Local pols discuss unemployment, economy

Jobs, and their scarcity in the area, were on the minds of residents when Southold Town Supervisor Scott Russell and Greenport Mayor David Nyce spoke at Peconic Landing Tuesday night. But neither man could offer more than some vague suggestions to ease unemployment on the North Fork.

Mr. Russell suggested that senior life-care communities like Peconic Landing are natural complements to the economy of this rural area, noting that they create a substantial number of jobs. But there are no plans currently afoot to create more life-care communities here. In fact, there’s little appetite among developers to build anything in the area, Mr. Russell said.

“No one want to build new houses now,” the supervisor said.

When he was first elected in 2005, Mr. Russell met regularly with developers to vet various proposals for development. But since the recession started in 2008, he has had no such meetings until last week, he said.

Housing and job opportunities are needed to stop the exodus of 25- to 39-year-olds recorded by the 2010 census, Mr. Russell said. Not everyone is going to be able to buy a house, Mr. Nyce said, calling for more affordable rental apartments. The town has loosened its rules for the creation of accessory apartments in existing homes, Mr. Russell said. But such housing must go to people who qualify financially to be placed on the town’s affordable housing list and the rents that landlords can charge tenants will be limited, he said.
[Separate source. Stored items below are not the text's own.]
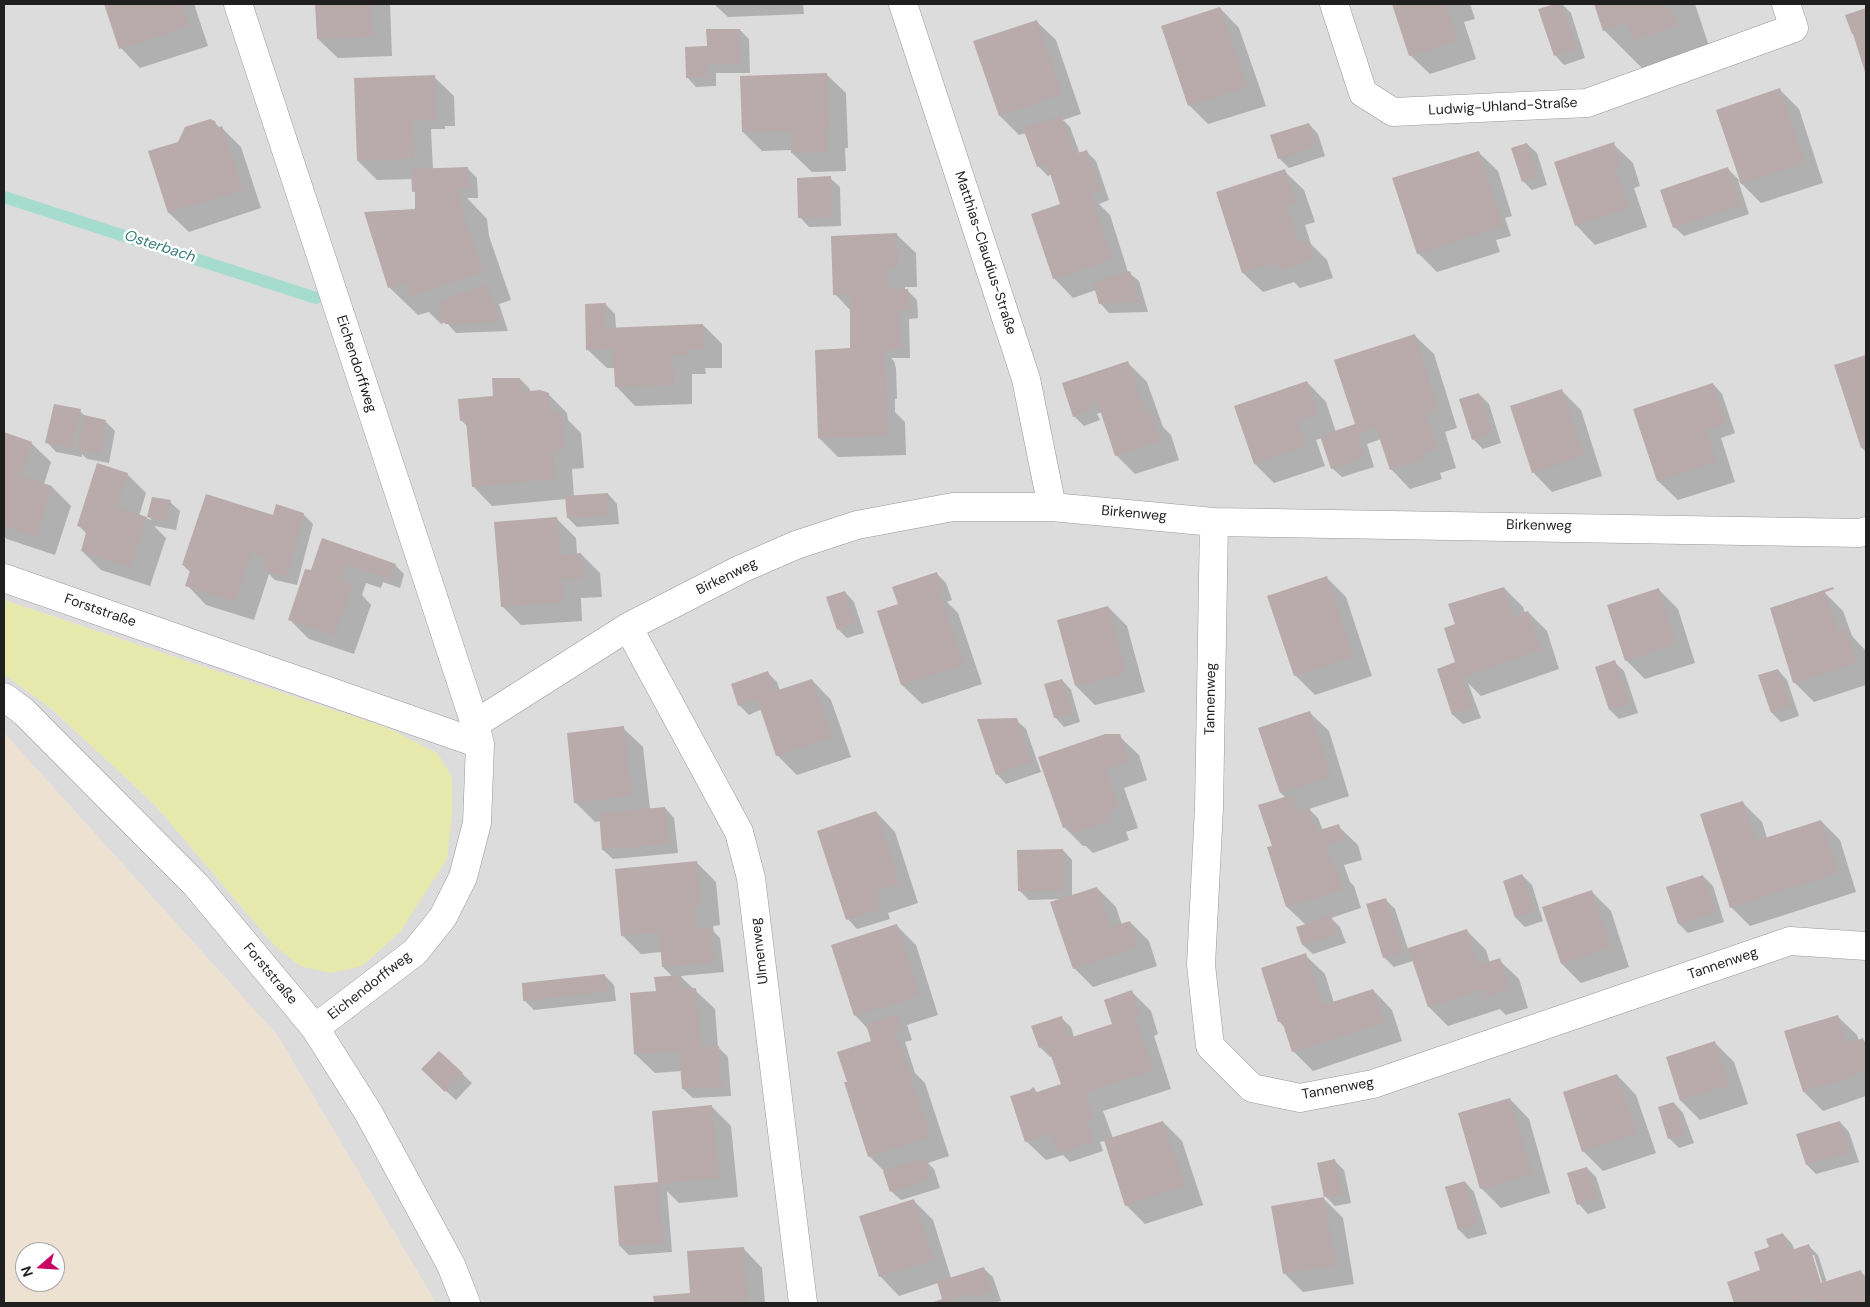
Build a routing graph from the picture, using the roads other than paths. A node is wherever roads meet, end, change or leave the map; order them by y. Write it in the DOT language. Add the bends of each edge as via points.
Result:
graph roads {
  1 [pos="238,4"];
  2 [pos="903,4"];
  3 [pos="1334,4"];
  4 [pos="1786,4"];
  5 [pos="1052,507"];
  6 [pos="1214,522"];
  7 [pos="1866,531"];
  8 [pos="4,578"];
  9 [pos="628,626"];
  10 [pos="4,697"];
  11 [pos="478,734"];
  12 [pos="1866,946"];
  13 [pos="315,1028"];
  14 [pos="466,1303"];
  15 [pos="803,1303"];
  1 -- 11 [label="street, Eichendorffweg"];
  2 -- 5 [label="street, Matthias-Claudius-Straße" via="1026,379"];
  3 -- 4 [label="street, Ludwig-Uhland-Straße" via="1363,92 1393,112 1587,104 1794,28"];
  5 -- 6 [label="street, Birkenweg"];
  5 -- 9 [label="street, Birkenweg" via="953,507 857,524 741,569"];
  6 -- 7 [label="street, Birkenweg"];
  6 -- 12 [label="street, Tannenweg" via="1209,808 1201,965 1210,1046 1252,1088 1300,1098 1373,1084 1790,941"];
  8 -- 11 [label="street, Forststraße"];
  9 -- 11 [label="street, Birkenweg"];
  9 -- 15 [label="street, Ulmenweg" via="739,832 751,878"];
  10 -- 13 [label="street, Forststraße" via="24,712 196,885"];
  11 -- 13 [label="street, Eichendorffweg" via="477,823 462,876 443,917 415,952"];
  13 -- 14 [label="street, Forststraße" via="368,1112 451,1266"];
}
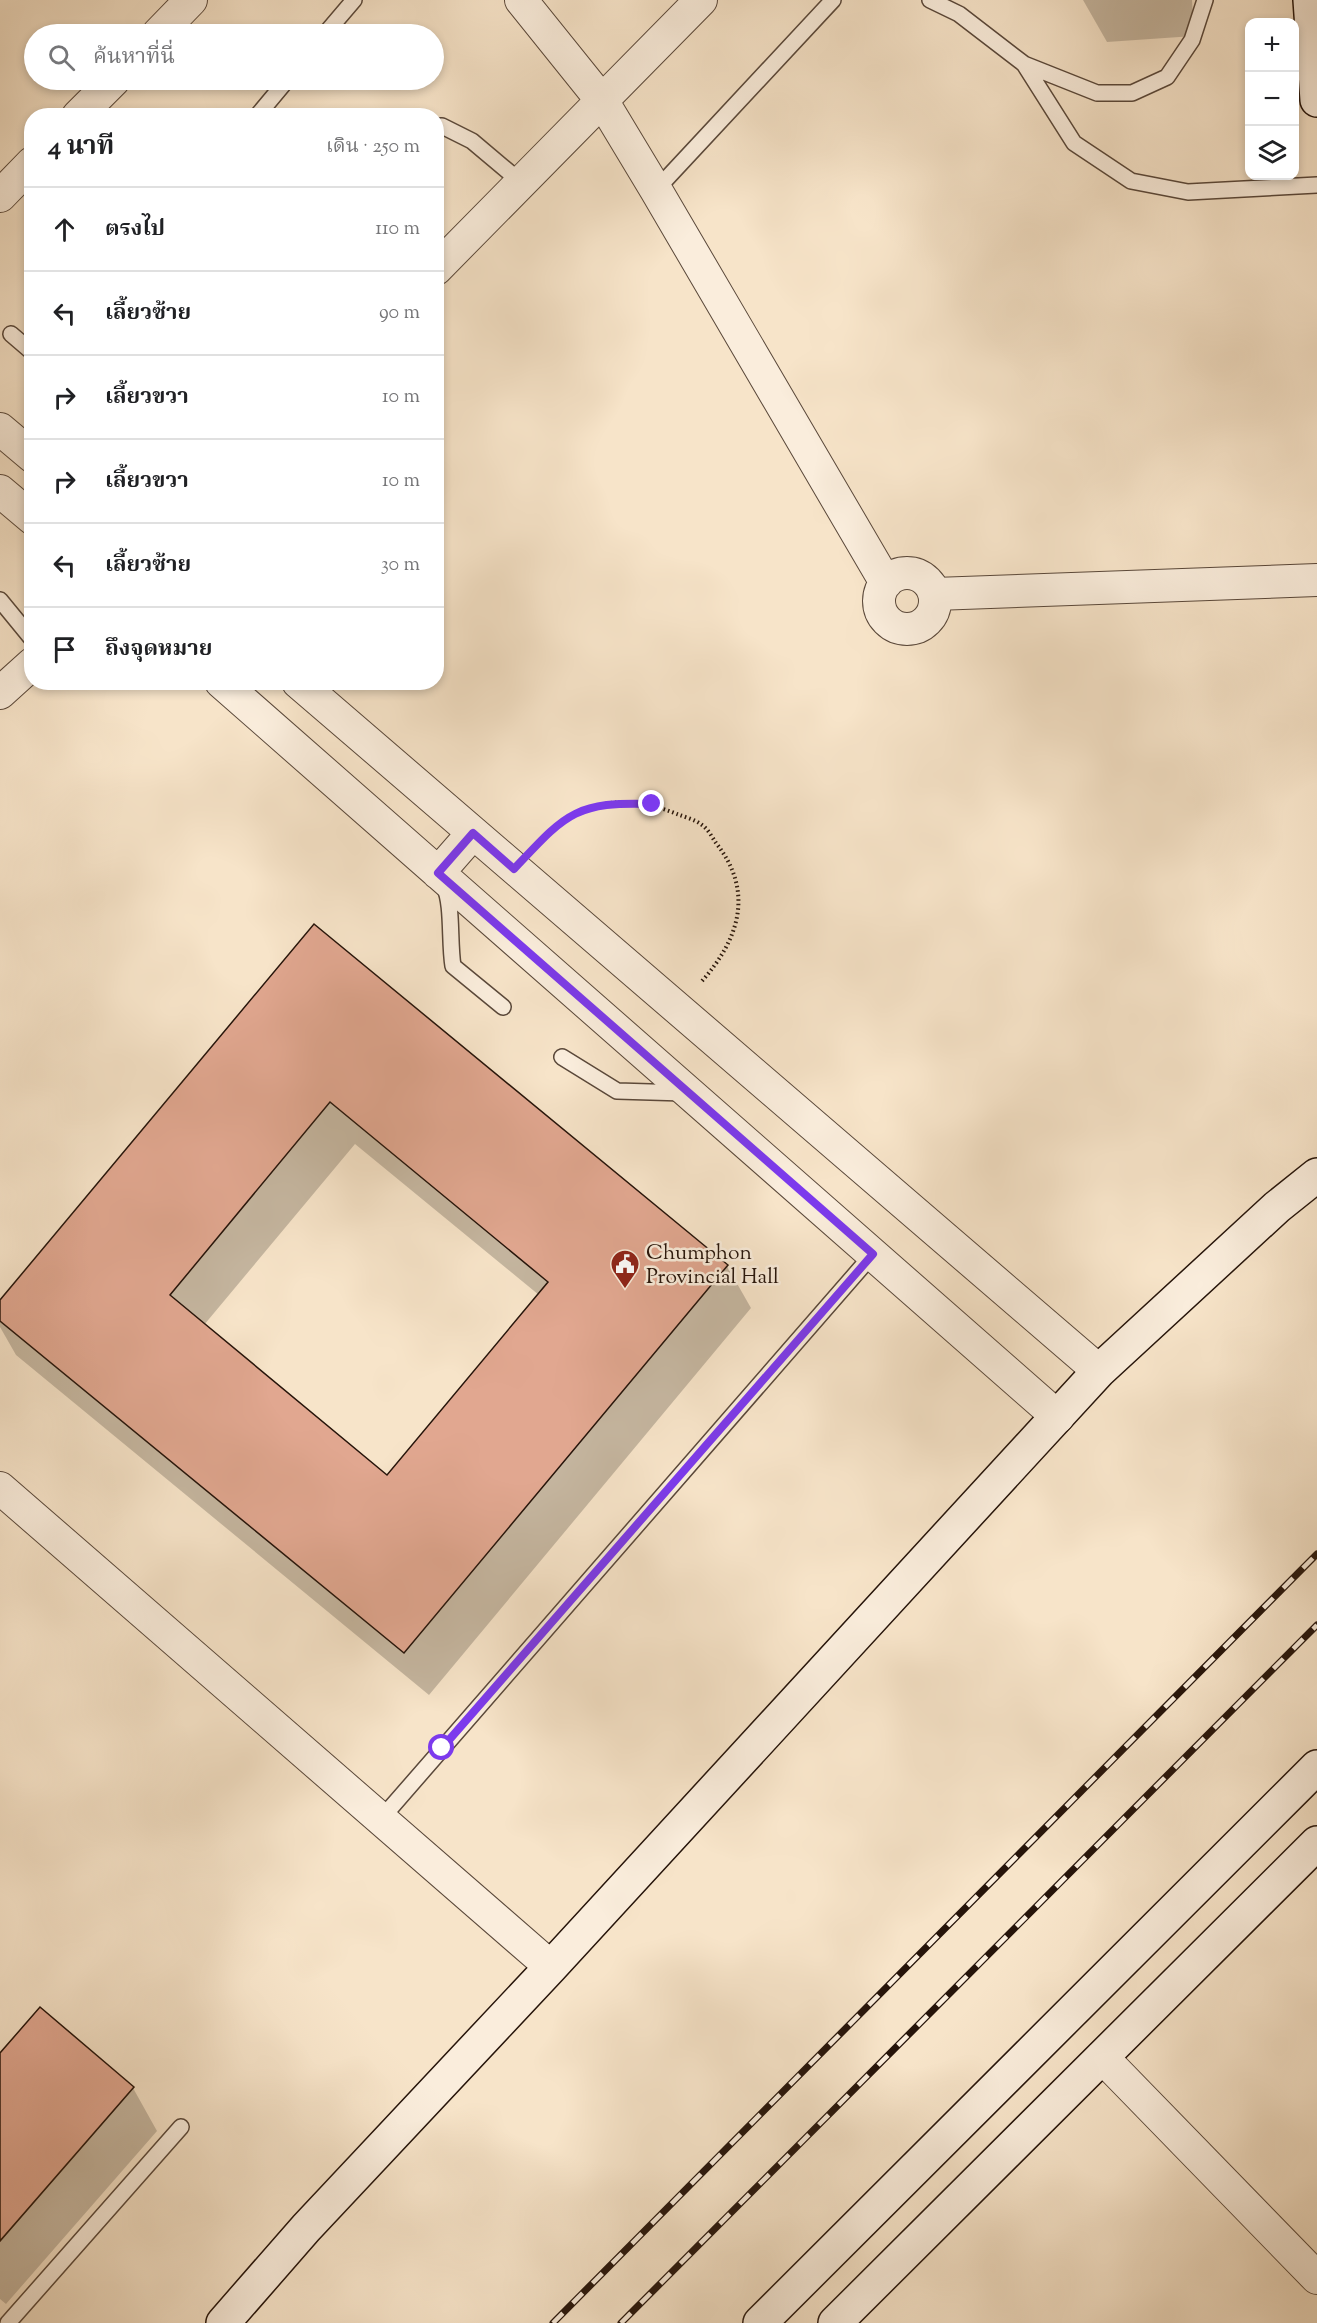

The town will hold a series of public meetings on economic development as part of an effort to update its master plan. One session is set for 10 a.m. Saturday, Jan. 22, at the East Marion firehouse. Another will take place Monday, Jan. 31, at 7 p.m. at the town recreation center on Peconic Lane.

Despite the seemingly bleak jobs outlook in the town and village, both the supervisor and mayor expressed confidence that their municipalities are on sound financial footing.

And Mr. Nyce announced what everyone already assumed: that he will seek re-election for another four-year term. Greenport voters go to the polls March 15.

“I think we’re sound,” Mr. Russell said of the town’s finances. Staff reductions achieved through attrition and a determination to cut spending wherever possible have resulted in a $5.6 million fund balance this year, he said. He’s committed to maintaining a fund balance of 10 percent of his operating budget and that, he said, has helped maintain Southold’s high bond rating, he said.

“The state of the village is good,” Mr. Nyce said. Since he took office in 2007, he has reduced village debt from almost $13.5 million to about $7.5 million, he said. That was achieved, the mayor said, by cutting spending to pay down debt, identifying grants that had been received by former mayor Dave Kapell but hadn’t yet been paid to the village and not embarking on new capital projects unless there was grant money to pay for them. But with ballooning debt payments due by 2014, the mayor said it’s critical to increase village revenues.

At the same time, he said he’s trying to avoid increasing spending as he plans his next budget for the fiscal year beginning June 1. But he predicted there would be an increase in sewer district fees.

Both men said they are determined to maintain a “pay as you go” approach to spending, abandoning borrowing for any but major capital projects, and they have been cautious about embarking on many of those.

“You can’t run a government on debt service,” Mr. Russell said.

One issue that is likely to make borrowing necessary, they agreed, is the need to meet federal and state unfunded mandates to deal with stormwater runoff and end pollution of area waterways.

“We’re literally talking about retrofitting an entire town,” Mr. Russell said. The effort will be expensive and will have to be achieved over a number of years, he said.

As for other spending, the town has access to up to $25 million in borrowing to be paid for with 2 percent preservation property tax revenues expected to be generated over the next 10-years, Mr. Russell said. Because it’s vital to preserve open spaces now and properties can, in this economy, be acquired for less, continuing to invest in land preservation is an opportunity Southold can’t afford to miss, the supervisor said.

Greenport has focused on two major capital projects to preserve its utilities during Mr. Nyce’s administration: the upgrade of its wastewater treatment plant and improvements to the electric department. The $9.2 million wastewater treatment plant project is more than one-third finished, Mr. Nyce said. It’s essentially being paid for with $4.2 million in federal stimulus money and other grants obtained through New York State, he said. As for the electric plant work, village officials will be opening bids next week and work could begin in earnest within a month, the mayor said.

The business climate, both leaders agreed, is better in Southold and Greenport than in many other areas, such as East Hampton and Southampton. But it’s still a struggle for most businesses, Mr. Nyce said. There’s an increase in tourism, but people are spending less money, he said.